• **ASSIGNMENT**: A single number is required: the count of lines in the records below that contain the word "ALTE".

• **SOURCE DATA**:
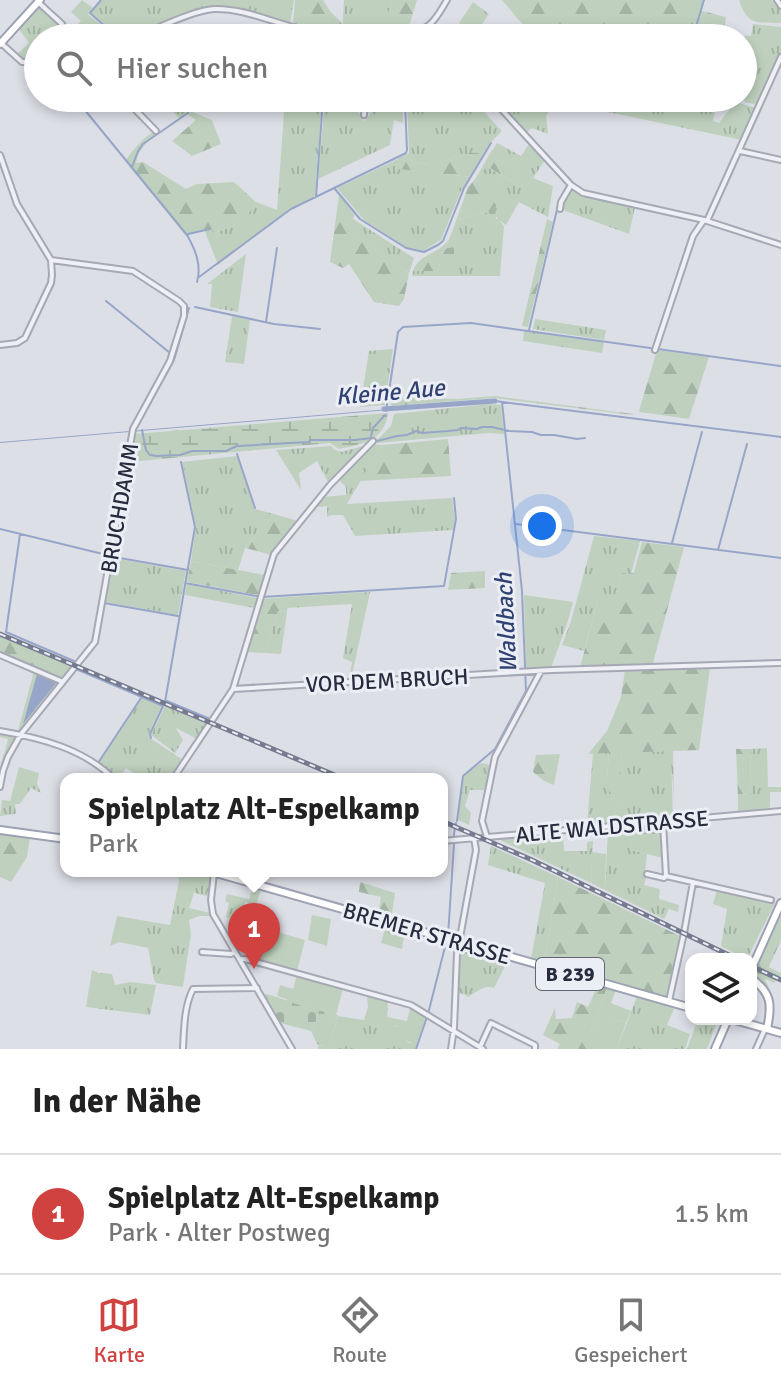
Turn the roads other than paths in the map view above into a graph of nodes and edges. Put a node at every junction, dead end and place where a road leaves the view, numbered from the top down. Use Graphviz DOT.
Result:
graph roads {
  1 [pos="447,0"];
  2 [pos="777,0"];
  3 [pos="39,1"];
  4 [pos="781,6"];
  5 [pos="62,24"];
  6 [pos="170,24"];
  7 [pos="285,24"];
  8 [pos="431,24"];
  9 [pos="0,43"];
  10 [pos="781,57"];
  11 [pos="24,62"];
  12 [pos="757,111"];
  13 [pos="138,112"];
  14 [pos="364,112"];
  15 [pos="503,112"];
  16 [pos="756,112"];
  17 [pos="364,115"];
  18 [pos="156,131"];
  19 [pos="739,151"];
  20 [pos="0,155"];
  21 [pos="781,160"];
  22 [pos="571,185"];
  23 [pos="560,209"];
  24 [pos="706,221"];
  25 [pos="781,245"];
  26 [pos="51,260"];
  27 [pos="0,345"];
  28 [pos="656,348"];
  29 [pos="373,441"];
  30 [pos="0,655"];
  31 [pos="781,663"];
  32 [pos="541,671"];
  33 [pos="63,682"];
  34 [pos="233,689"];
  35 [pos="0,731"];
  36 [pos="21,734"];
  37 [pos="108,773"];
  38 [pos="177,773"];
  39 [pos="0,787"];
  40 [pos="781,811"];
  41 [pos="663,821"];
  42 [pos="0,830"];
  43 [pos="487,837"];
  44 [pos="60,838"];
  45 [pos="474,838"];
  46 [pos="448,840"];
  47 [pos="647,874"];
  48 [pos="666,876"];
  49 [pos="214,877"];
  50 [pos="232,877"];
  51 [pos="693,882"];
  52 [pos="771,900"];
  53 [pos="781,905"];
  54 [pos="460,942"];
  55 [pos="202,952"];
  56 [pos="235,952"];
  57 [pos="757,957"];
  58 [pos="240,959"];
  59 [pos="757,985"];
  60 [pos="257,988"];
  61 [pos="669,1002"];
  62 [pos="685,1006"];
  63 [pos="726,1025"];
  64 [pos="746,1025"];
  65 [pos="765,1029"];
  66 [pos="454,1031"];
  67 [pos="781,1033"];
  68 [pos="482,1048"];
  69 [pos="183,1049"];
  70 [pos="292,1049"];
  71 [pos="451,1049"];
  72 [pos="535,1049"];
  73 [pos="715,1049"];
  74 [pos="756,1049"];
  1 -- 8 [label="street"];
  2 -- 4 [label="street"];
  3 -- 5 [label="street"];
  3 -- 9 [label="main road"];
  6 -- 7 [label="street"];
  9 -- 11 [label="street"];
  10 -- 12 [label="street"];
  13 -- 18 [label="street"];
  14 -- 17 [label="street"];
  15 -- 22 [label="street"];
  16 -- 19 [label="street"];
  19 -- 21 [label="street"];
  19 -- 24 [label="street"];
  20 -- 26 [label="street"];
  22 -- 23 [label="street"];
  22 -- 24 [label="street"];
  24 -- 25 [label="street"];
  24 -- 28 [label="street"];
  26 -- 27 [label="street"];
  26 -- 33 [label="street, BRUCHDAMM"];
  29 -- 34 [label="street"];
  30 -- 33 [label="street"];
  31 -- 32 [label="street, VOR DEM BRUCH"];
  32 -- 34 [label="street, VOR DEM BRUCH"];
  32 -- 43 [label="street"];
  33 -- 36 [label="street, BRUCHDAMM"];
  34 -- 38 [label="street"];
  35 -- 36 [label="street"];
  36 -- 37 [label="street"];
  36 -- 39 [label="street, BRUCHDAMM"];
  40 -- 41 [label="street, ALTE WALDSTRASSE"];
  41 -- 43 [label="street, ALTE WALDSTRASSE"];
  41 -- 48 [label="street"];
  42 -- 44 [label="main road"];
  43 -- 45 [label="street, ALTE WALDSTRASSE"];
  45 -- 46 [label="street, ALTE WALDSTRASSE"];
  45 -- 54 [label="street"];
  47 -- 48 [label="street"];
  48 -- 51 [label="street"];
  49 -- 56 [label="street"];
  50 -- 54 [label="main road, BREMER STRASSE / B 239"];
  51 -- 52 [label="street"];
  51 -- 61 [label="street"];
  53 -- 57 [label="main road, bridge"];
  54 -- 61 [label="main road, BREMER STRASSE / B 239"];
  54 -- 66 [label="street"];
  55 -- 56 [label="street"];
  56 -- 58 [label="street"];
  58 -- 60 [label="street"];
  58 -- 66 [label="street"];
  59 -- 65 [label="main road"];
  60 -- 69 [label="street"];
  60 -- 70 [label="street"];
  61 -- 62 [label="main road, BREMER STRASSE / B 239"];
  63 -- 73 [label="main road"];
  64 -- 65 [label="main road"];
  65 -- 67 [label="main road"];
  65 -- 74 [label="street"];
  66 -- 68 [label="street"];
  66 -- 71 [label="street"];
  68 -- 72 [label="street"];
}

• **REPLY TO THE TASK**: 4